Annuities are insurance plans that can be accessed at a certain age, with payments often coming from stock market investments. Annuity beneficiaries may be subject to taxes, but annuities are less susceptible to tax issues than other forms of inheritance. Annuity owners must name beneficiaries in the contract, and can make changes if needed. Primary and contingent beneficiaries are important to consider, and choosing wisely can avoid high taxes. Some choose to operate annuities in foreign countries for higher returns.
Annuities are a type of insurance plan that crosses over into the realm of investment. In the same way as with Social Security in the United States, they defer a planned amount of money into a fund that can be accessed at the owner’s discretion at any time after a particular age. In many cases, the income that feeds an annuity is funneled from an investment in the stock market, and the payments will be automatically released on a regular basis, chosen by the owner. An annuity beneficiary is someone who is named to inherit this amount if the owner must die before using it all. It’s kind of like a trust fund.
Annuity beneficiaries, like most other heirs, may be subject to tax in some cases. The good news is that annuities are much less susceptible to these problems than most other forms of inheritance because they are routed through an insurance company. Annuity owners must directly and clearly name one or more annuity beneficiaries in the annuity contract.
The insurance company and the type of contract will determine whether taxes will be imposed and how much will be deducted. Contracts need to be read and entered into carefully, and annuity owners have the right to demand changes to their contract. Annuity beneficiaries generally trump named heirs in a will, so the content of the annuity contract is vital. If an annuity owner wishes to change one or more of the beneficiaries listed in their contract, they will usually need to complete a form and submit it to the insurance agent in charge of the annuity, who will then make the change. Owners can also name more than one person as a beneficiary, and some annuity owners even choose multiple people.

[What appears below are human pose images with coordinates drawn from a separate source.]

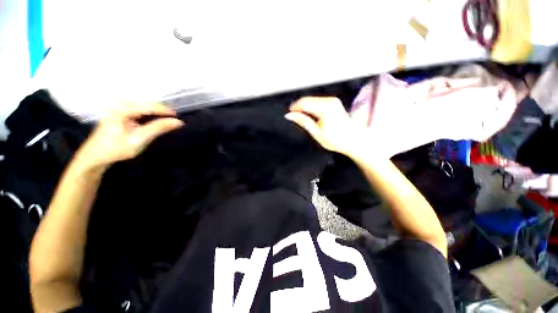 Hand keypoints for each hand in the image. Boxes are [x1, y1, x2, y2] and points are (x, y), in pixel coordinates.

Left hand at [76, 103, 183, 169]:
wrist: (95, 156)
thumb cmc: (116, 149)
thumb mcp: (139, 139)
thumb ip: (158, 128)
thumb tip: (178, 122)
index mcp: (123, 109)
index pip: (149, 107)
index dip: (165, 111)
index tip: (178, 116)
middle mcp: (120, 105)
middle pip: (146, 104)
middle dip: (161, 110)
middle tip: (174, 118)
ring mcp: (119, 108)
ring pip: (143, 106)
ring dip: (156, 112)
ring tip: (167, 118)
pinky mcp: (120, 113)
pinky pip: (139, 110)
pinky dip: (149, 114)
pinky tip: (154, 119)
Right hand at [285, 97, 363, 155]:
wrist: (354, 140)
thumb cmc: (337, 140)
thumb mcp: (317, 133)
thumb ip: (303, 122)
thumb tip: (291, 115)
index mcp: (325, 109)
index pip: (304, 103)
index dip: (294, 108)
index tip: (289, 114)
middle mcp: (330, 101)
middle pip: (307, 100)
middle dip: (299, 108)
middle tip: (294, 117)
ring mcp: (333, 101)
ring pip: (312, 100)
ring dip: (305, 108)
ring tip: (302, 118)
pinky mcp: (334, 102)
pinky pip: (317, 101)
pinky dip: (311, 107)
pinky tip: (310, 116) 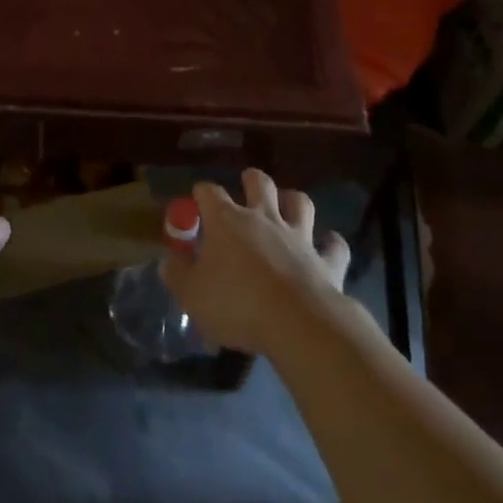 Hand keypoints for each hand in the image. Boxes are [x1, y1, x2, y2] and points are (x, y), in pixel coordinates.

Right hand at [161, 169, 351, 355]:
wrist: (296, 322)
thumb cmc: (236, 304)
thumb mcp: (193, 296)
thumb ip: (178, 276)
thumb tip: (168, 262)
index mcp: (227, 221)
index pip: (209, 192)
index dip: (201, 194)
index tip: (196, 202)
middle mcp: (263, 217)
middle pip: (259, 183)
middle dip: (252, 180)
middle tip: (247, 187)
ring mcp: (298, 236)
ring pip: (300, 202)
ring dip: (293, 202)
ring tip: (288, 207)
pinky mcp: (325, 261)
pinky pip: (334, 246)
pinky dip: (332, 244)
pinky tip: (329, 246) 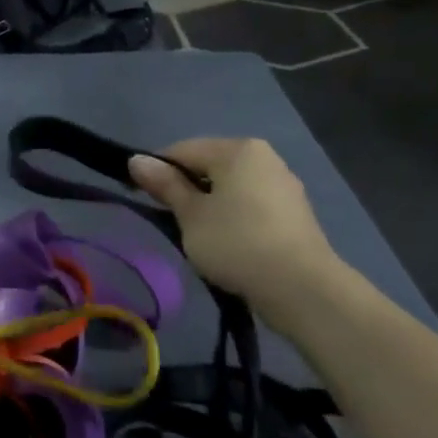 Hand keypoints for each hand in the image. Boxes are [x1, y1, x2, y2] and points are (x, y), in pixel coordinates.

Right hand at [128, 139, 345, 329]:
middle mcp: (264, 157)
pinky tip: (228, 244)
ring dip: (210, 205)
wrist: (302, 288)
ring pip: (231, 187)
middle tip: (170, 220)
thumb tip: (136, 160)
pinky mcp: (294, 213)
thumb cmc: (236, 243)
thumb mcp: (191, 215)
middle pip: (209, 165)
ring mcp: (283, 184)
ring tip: (198, 237)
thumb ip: (165, 185)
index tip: (141, 197)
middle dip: (186, 188)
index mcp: (237, 149)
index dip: (157, 171)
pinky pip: (251, 205)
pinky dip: (234, 218)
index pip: (182, 150) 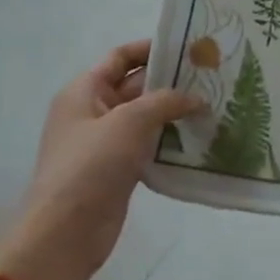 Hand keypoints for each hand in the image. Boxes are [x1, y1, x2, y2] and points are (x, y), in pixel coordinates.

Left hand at [0, 41, 203, 279]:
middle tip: (212, 77)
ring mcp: (106, 143)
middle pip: (136, 85)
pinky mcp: (119, 169)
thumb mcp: (130, 122)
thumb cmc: (91, 165)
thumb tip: (196, 98)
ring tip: (214, 105)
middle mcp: (93, 112)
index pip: (120, 57)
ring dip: (175, 112)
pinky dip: (170, 140)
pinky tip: (199, 139)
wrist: (65, 232)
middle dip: (171, 81)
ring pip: (146, 117)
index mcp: (84, 91)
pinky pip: (149, 145)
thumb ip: (166, 101)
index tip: (189, 47)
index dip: (151, 48) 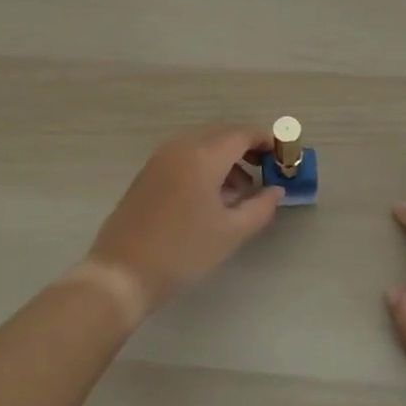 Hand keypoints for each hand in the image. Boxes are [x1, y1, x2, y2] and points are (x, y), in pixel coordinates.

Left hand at [86, 123, 284, 319]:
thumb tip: (275, 190)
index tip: (283, 155)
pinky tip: (211, 197)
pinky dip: (204, 165)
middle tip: (265, 170)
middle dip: (246, 147)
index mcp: (202, 156)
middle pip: (221, 134)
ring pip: (201, 144)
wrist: (122, 272)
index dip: (266, 140)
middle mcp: (180, 148)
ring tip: (240, 192)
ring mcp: (159, 159)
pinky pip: (184, 156)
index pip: (242, 134)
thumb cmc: (183, 251)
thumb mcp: (231, 232)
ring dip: (225, 158)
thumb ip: (261, 207)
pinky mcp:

A primary annuity beneficiary is the first in the inheritance process. Annuity owners may name one or more preferred heirs and specify what percentage each will receive. Contingent beneficiaries act as the second line of defense, a backup plan in case one or all of the primary beneficiaries die before they can accept the funds.
It is important to choose an annuity beneficiary wisely. People often decide to open an annuity before retirement because it can provide funds for a lifetime. If an annuity beneficiary decides to take their entire inheritance at once, or if the beneficiary is already wealthy, then they may be subject to higher taxes when they inherit, and much of the annuity money may end up going to the government.
Some annuity owners and annuity beneficiaries choose to operate in a foreign country where the annuities earn higher returns. Switzerland is a popular choice. The rest of the European Union and Australia tend to have slightly stricter laws than the United States, while Asia and South America vary from region to region.